_ENTRIES SHOWN:_
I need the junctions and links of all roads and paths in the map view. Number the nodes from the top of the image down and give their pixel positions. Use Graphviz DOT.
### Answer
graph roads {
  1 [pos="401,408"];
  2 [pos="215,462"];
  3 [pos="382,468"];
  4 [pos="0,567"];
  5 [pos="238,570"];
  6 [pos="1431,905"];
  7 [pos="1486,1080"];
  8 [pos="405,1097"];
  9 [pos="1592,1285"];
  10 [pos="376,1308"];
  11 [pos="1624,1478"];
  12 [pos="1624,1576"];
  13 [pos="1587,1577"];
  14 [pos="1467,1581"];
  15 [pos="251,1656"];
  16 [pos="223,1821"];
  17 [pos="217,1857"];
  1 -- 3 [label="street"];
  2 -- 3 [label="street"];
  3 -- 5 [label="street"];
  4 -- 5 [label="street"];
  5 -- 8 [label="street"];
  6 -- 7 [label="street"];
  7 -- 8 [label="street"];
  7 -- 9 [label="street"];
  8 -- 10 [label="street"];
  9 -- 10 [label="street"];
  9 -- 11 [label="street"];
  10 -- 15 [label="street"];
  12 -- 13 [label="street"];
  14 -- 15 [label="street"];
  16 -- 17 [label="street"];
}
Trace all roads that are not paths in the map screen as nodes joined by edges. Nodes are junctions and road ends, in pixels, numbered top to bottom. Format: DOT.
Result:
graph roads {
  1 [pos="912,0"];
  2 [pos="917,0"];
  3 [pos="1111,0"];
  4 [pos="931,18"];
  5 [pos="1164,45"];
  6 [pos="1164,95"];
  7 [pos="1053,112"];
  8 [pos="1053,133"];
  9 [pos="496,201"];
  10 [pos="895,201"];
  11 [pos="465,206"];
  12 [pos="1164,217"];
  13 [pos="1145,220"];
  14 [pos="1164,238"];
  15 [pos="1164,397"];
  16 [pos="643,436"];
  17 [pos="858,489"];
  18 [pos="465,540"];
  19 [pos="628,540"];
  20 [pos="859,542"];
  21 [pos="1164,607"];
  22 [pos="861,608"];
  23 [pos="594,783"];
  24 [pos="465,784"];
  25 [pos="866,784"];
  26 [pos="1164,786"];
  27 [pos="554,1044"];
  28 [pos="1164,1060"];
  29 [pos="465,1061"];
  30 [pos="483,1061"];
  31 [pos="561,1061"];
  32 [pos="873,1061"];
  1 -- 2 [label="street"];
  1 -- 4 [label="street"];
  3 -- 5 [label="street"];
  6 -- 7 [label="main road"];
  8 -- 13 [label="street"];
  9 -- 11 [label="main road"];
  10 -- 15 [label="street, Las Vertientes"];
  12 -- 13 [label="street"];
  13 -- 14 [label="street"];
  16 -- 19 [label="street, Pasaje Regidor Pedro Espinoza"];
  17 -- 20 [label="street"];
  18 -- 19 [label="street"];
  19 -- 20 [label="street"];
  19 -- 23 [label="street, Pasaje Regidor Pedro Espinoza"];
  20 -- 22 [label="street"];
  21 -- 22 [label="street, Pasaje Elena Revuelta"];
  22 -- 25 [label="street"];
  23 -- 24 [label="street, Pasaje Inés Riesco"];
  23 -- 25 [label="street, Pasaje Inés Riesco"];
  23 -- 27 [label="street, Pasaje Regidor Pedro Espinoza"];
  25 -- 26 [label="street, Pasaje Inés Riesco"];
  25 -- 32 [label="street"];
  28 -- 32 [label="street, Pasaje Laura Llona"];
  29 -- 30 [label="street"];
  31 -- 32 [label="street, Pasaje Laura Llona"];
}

_TASK ITEM:_
In which lines of the records does the word "junctions" appear? Copy each of them.

_RESPONSE:_
I need the junctions and links of all roads and paths in the map view. Number the nodes from the top of the image down and give their pixel positions. Use Graphviz DOT.
Trace all roads that are not paths in the map screen as nodes joined by edges. Nodes are junctions and road ends, in pixels, numbered top to bottom. Format: DOT.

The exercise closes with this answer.